Laura brightened a little. "Oh, no," she answered, "there's no doubt about that. It's splendid, that part of it. He seems to think there's nothing in the world too good for me. Just imagine, only yesterday I was saying something about my gloves, I really forget what—something about how hard it was for me to get the kind of gloves I liked. Would you believe it, he got me to give him my measure, and when I saw him in the evening he told me he had cabled to Brussels to some famous glovemaker and had ordered I don't know how many pairs."

"Just like him, just like him!" cried Mrs. Cressler. "I know you will be happy, Laura, dear. You can't help but be with a man who loves you as 'J.' does."

"I think I shall be happy," answered Laura, suddenly grave. "Oh, Mrs. Cressler, I want to be. I hope that I won't come to myself some day, after it is too late, and find that it was all a mistake." Her voice shook a little. "You don't know how nervous I am these days. One minute I am one kind of girl, and the next another kind. I'm so nervous and—oh, I don't know. Oh, I guess it will be all right." She wiped her eyes, and laughed a note. "I don't see why I should cry about it," she murmured.

"Well, Laura," answered Mrs. Cressler, "if you don't love Curtis, don't marry him. That's very simple."

"It's like this, Mrs. Cressler," Laura explained. "I suppose I am very uncharitable and unchristian, but I like the people that like me, and I hate those that don't like me. I can't help it. I know it's wrong, but that's the way I am. And I love to be loved. The man that would love me the most would make me love him. And when Mr. Jadwin seems to care so much, and do so much, and—you know how I mean; it does make a difference of course. I suppose I care as much for Mr. Jadwin as I ever will care for any man. I suppose I must be cold and unemotional."

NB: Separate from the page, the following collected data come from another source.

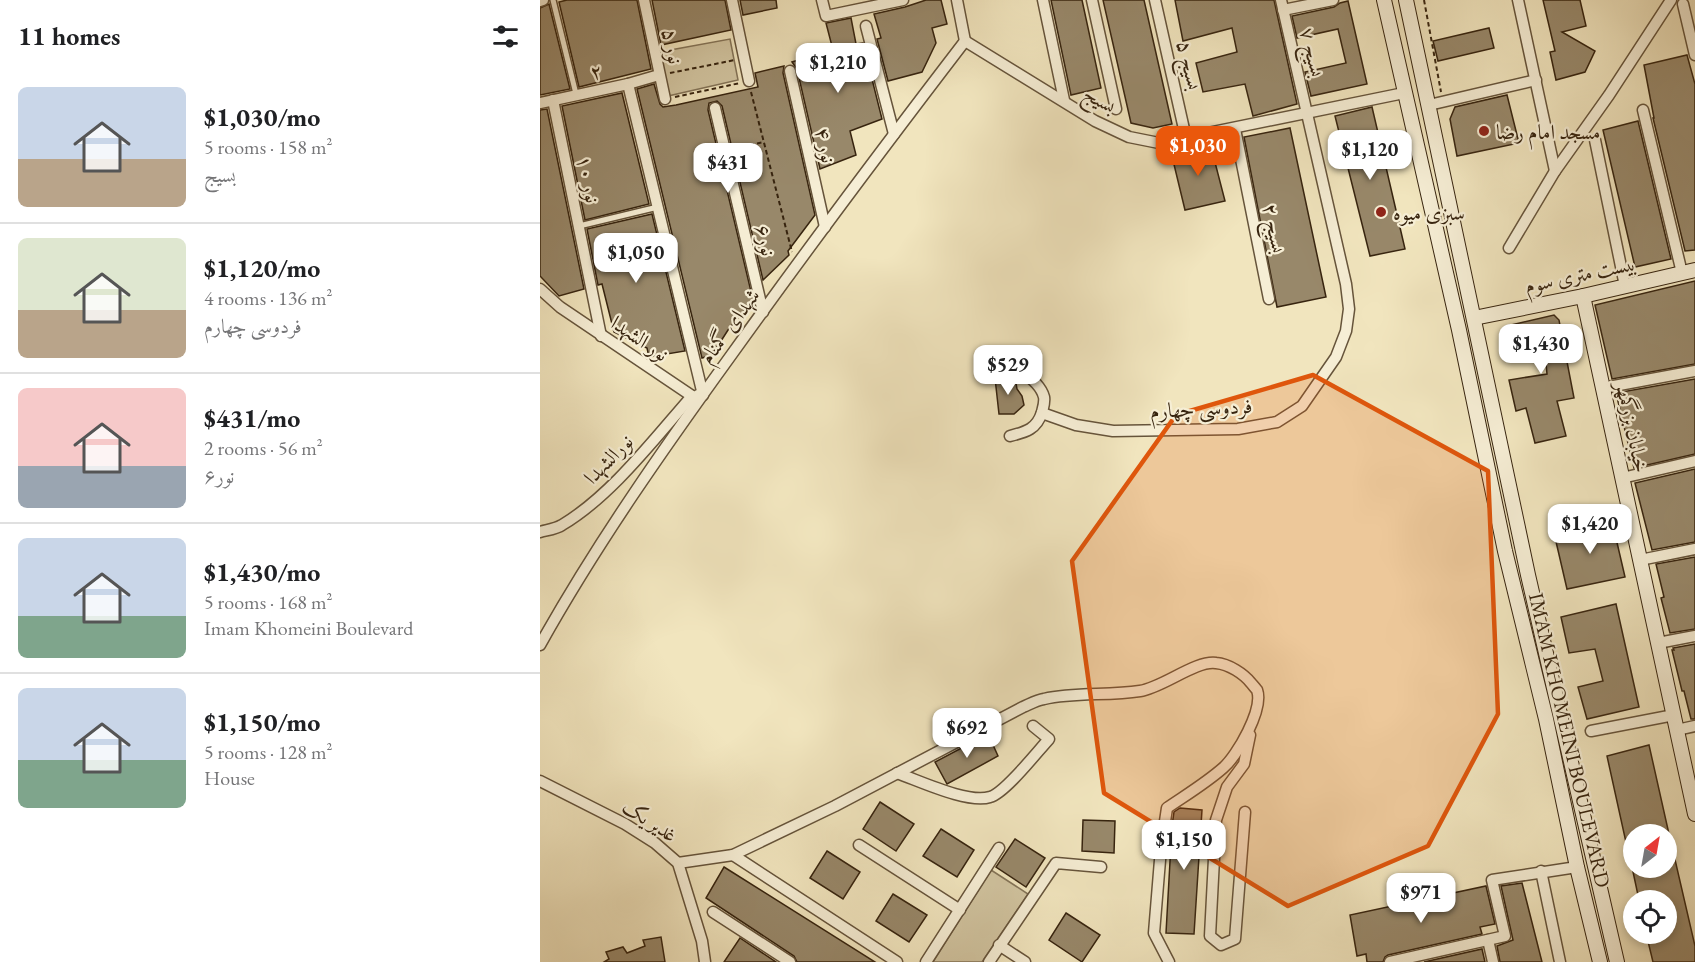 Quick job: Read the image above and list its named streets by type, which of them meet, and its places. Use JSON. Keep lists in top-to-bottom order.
{
  "streets": {
    "main road": ["بیست متری سوم", "خیابان بزرگمهر", "IMAM KHOMEINI BOULEVARD"],
    "street": [
      "نور ۵",
      "بسیج ۷",
      "بسیج ۵",
      "۲",
      "بسیج",
      "نور ۴",
      "نور ۱۰",
      "بسیج ۲",
      "نور۶",
      "شهدای گمنام",
      "نور الشهدا",
      "فردوسی چهارم",
      "نورالشهدا",
      "غدیر یک"
    ]
  },
  "crossings": [
    ["نور ۵", "۲"],
    ["بسیج ۷", "بسیج"],
    ["بسیج ۷", "فردوسی چهارم"],
    ["بسیج ۵", "بسیج"],
    ["۲", "نور ۱۰"],
    ["بسیج", "بسیج ۲"],
    ["بسیج", "شهدای گمنام"],
    ["بسیج", "فردوسی چهارم"],
    ["بسیج", "IMAM KHOMEINI BOULEVARD"],
    ["نور ۴", "شهدای گمنام"],
    ["نور ۱۰", "نور الشهدا"],
    ["نور۶", "شهدای گمنام"],
    ["بیست متری سوم", "خیابان بزرگمهر"],
    ["بیست متری سوم", "IMAM KHOMEINI BOULEVARD"],
    ["شهدای گمنام", "نور الشهدا"],
    ["شهدای گمنام", "نورالشهدا"],
    ["نور الشهدا", "نورالشهدا"]
  ],
  "places": ["مسجد امام رضا", "سبزی میوه"],
  "north": "top right",
  "page": {
    "heading": "11 homes",
    "price": [
      "$1,210",
      "$1,030",
      "$1,120",
      "$431",
      "$1,050",
      "$1,430",
      "$529",
      "$1,420",
      "$692",
      "$1,150",
      "$971"
    ],
    "list": [
      {
        "name": "$1,030/mo",
        "note": "5 rooms · 158 m² · بسیج"
      },
      {
        "name": "$1,120/mo",
        "note": "4 rooms · 136 m² · فردوسی چهارم"
      },
      {
        "name": "$431/mo",
        "note": "2 rooms · 56 m² · نور۶"
      },
      {
        "name": "$1,430/mo",
        "note": "5 rooms · 168 m² · Imam Khomeini Boulevard"
      },
      {
        "name": "$1,150/mo",
        "note": "5 rooms · 128 m² · House"
      }
    ]
  }
}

Mrs. Cressler could not restrain a movement of surprise.

"You unemotional? Why, I thought you just said, Laura, that you had imagined love would be like Juliet and like that girl in 'Faust'—that it was going to shake you all to pieces."

"Did I say that? Well, I told you I was one girl one minute and another another. I don't know myself these days. Oh, hark," she said, abruptly, as the cadence of hoofs began to make itself audible from the end of the side street. "That's the team now. I could recognise those horses' trot as far as I could hear it. Let's go out. I know he would like to have me there when he drives up. And you know"—she put her hand on Mrs. Cressler's arm as the two moved towards the front door—"this is all absolutely a secret as yet."

"Why, of course, Laura dear. But tell me just one thing more," Mrs. Cressler asked, in a whisper, "are you going to have a church wedding?"